Since retirement, Dr. Darney, in collaboration with Dr. Uta Landy, has documented the progress in medical education, research, and policy based on the two programs they founded in their book, Enhancing Women’s Health through Medical Education – A Systems Approach in Family Planning and Abortion, published by Cambridge University Press in spring 2021.

The book, comprising 35 chapters by family planning experts in the US and abroad, describes the history and impact of the two training initiatives of the Ryan Residency Training Program in Abortion and Family Planning and the Fellowship in Complex Family Planning, helping ensure that training in family planning is routinely integrated into medical education. Without integration, subsequent generations of health care professionals will not be prepared to incorporate evidence-based family planning into their practices, teaching, or research. Omission of this crucial component prevents the cultural and professional normalization of an often stigmatized and embattled aspect of women’s health.

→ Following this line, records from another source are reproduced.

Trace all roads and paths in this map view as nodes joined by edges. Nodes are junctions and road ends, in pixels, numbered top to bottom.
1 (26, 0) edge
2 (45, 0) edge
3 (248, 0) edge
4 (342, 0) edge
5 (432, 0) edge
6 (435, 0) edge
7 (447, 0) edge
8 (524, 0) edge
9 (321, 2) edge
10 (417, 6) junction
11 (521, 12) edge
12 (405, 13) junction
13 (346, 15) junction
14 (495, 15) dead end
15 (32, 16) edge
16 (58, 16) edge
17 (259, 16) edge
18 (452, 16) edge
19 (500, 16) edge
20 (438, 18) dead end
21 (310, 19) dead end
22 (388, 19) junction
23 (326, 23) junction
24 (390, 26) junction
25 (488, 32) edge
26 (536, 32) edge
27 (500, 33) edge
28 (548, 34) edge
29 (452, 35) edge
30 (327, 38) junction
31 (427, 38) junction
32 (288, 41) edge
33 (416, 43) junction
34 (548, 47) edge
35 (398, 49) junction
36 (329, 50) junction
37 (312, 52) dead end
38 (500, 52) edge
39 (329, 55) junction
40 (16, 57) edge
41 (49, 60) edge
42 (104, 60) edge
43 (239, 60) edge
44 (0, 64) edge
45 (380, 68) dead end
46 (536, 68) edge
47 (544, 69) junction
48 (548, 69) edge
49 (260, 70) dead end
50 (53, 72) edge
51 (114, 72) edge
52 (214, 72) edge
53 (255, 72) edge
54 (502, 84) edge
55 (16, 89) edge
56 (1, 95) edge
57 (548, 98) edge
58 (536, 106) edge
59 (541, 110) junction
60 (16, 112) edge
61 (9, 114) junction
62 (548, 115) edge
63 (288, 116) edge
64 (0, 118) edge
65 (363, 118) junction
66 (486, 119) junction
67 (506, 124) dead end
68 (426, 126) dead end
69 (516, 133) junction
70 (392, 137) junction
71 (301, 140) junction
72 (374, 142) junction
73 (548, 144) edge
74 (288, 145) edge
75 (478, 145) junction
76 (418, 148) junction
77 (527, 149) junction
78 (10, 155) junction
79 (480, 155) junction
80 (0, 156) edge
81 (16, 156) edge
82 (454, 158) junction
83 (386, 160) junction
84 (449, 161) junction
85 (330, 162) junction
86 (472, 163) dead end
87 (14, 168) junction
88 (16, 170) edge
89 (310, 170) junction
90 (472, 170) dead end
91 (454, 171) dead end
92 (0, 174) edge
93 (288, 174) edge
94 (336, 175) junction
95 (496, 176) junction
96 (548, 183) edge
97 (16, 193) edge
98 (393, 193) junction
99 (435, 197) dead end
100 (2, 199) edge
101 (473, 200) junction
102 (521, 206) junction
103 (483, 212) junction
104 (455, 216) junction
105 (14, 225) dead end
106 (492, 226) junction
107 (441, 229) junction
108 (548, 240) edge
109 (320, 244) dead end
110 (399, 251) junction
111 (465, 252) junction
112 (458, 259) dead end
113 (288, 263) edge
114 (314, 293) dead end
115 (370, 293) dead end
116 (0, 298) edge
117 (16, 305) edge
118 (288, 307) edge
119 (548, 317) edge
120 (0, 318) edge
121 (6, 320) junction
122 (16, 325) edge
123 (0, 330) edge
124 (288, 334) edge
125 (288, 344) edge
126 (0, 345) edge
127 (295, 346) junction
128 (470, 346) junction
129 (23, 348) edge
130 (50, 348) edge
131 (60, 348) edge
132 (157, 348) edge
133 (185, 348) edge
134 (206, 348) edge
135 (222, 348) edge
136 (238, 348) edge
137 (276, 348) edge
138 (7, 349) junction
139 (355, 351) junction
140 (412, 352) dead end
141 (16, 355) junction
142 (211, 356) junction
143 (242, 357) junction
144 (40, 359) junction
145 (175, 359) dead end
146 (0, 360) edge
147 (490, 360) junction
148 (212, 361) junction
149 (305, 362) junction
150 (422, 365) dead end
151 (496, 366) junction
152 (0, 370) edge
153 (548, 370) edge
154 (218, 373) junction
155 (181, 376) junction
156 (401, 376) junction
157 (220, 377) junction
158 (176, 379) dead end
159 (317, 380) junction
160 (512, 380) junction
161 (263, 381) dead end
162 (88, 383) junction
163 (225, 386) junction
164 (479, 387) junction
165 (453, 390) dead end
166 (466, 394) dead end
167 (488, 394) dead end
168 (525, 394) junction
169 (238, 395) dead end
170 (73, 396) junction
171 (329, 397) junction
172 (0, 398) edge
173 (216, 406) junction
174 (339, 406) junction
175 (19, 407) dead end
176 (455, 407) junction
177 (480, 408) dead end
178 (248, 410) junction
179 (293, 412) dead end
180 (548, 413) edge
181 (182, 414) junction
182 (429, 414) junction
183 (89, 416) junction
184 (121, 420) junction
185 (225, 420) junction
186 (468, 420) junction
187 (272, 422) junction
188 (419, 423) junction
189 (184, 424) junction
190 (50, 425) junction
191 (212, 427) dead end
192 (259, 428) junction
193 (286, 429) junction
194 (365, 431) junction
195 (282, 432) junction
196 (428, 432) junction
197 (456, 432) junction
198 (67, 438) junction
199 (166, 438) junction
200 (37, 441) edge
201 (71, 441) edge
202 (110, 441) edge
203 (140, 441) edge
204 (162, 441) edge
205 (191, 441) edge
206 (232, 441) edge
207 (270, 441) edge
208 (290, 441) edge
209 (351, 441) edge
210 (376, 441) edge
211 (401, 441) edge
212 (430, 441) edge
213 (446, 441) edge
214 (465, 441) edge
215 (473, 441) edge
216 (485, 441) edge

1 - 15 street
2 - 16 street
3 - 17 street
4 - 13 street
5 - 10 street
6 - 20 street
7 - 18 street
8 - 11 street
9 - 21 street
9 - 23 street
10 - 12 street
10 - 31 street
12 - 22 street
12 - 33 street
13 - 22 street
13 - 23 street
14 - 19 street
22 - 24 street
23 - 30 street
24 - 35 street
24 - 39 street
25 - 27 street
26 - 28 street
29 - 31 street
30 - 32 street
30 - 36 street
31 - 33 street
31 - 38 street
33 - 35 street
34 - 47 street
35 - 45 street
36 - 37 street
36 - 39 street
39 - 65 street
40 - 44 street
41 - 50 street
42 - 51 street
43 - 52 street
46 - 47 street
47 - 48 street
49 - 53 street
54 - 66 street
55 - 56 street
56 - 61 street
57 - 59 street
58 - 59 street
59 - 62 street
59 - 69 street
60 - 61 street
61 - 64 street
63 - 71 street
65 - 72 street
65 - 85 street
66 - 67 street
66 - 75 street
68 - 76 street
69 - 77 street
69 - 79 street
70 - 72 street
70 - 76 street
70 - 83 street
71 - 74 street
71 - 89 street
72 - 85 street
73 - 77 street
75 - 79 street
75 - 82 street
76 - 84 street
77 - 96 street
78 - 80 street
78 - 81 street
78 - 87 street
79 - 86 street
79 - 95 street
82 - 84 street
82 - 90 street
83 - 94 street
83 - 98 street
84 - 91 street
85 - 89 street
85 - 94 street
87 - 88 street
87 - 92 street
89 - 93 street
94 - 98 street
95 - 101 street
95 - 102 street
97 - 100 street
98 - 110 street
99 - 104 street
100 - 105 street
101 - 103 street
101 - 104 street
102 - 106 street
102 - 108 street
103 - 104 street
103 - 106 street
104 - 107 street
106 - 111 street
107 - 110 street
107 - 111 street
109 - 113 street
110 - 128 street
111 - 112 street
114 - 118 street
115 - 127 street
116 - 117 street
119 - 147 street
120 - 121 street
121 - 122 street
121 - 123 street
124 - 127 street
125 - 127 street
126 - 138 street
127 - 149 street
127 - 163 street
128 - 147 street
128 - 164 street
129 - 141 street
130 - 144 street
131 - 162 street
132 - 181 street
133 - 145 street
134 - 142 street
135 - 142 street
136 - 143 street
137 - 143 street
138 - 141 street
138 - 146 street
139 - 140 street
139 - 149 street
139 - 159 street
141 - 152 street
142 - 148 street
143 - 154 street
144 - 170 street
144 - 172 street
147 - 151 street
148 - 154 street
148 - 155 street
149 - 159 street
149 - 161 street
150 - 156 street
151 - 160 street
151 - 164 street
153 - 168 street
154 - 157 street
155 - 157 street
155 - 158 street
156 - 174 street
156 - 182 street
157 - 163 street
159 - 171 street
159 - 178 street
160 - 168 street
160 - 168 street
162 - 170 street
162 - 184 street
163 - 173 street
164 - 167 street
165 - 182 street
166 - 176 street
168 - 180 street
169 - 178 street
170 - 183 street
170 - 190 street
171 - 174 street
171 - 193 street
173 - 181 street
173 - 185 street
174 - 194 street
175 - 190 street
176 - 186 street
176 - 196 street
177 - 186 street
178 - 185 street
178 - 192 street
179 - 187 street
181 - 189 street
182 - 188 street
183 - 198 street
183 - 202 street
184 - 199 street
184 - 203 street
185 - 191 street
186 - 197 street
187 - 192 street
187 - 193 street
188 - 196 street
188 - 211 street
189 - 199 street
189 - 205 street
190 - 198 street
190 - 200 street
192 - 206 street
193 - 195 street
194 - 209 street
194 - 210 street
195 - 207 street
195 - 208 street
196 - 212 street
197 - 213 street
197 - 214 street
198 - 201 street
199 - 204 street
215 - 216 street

Dr. Darney is a true visionary who cares about the reproductive health of all women but especially those who are the most vulnerable. Phil’s work has benefited women throughout the world, grounded by his commitment to evidence-based family planning care, training, and advocacy at home. This is perfectly reflected in his founding of the UCSF Bixby Center for Global Reproductive Health, which integrates research, training, clinical care, and advocacy to advance reproductive autonomy, equitable and compassionate care, and reproductive and sexual health worldwide.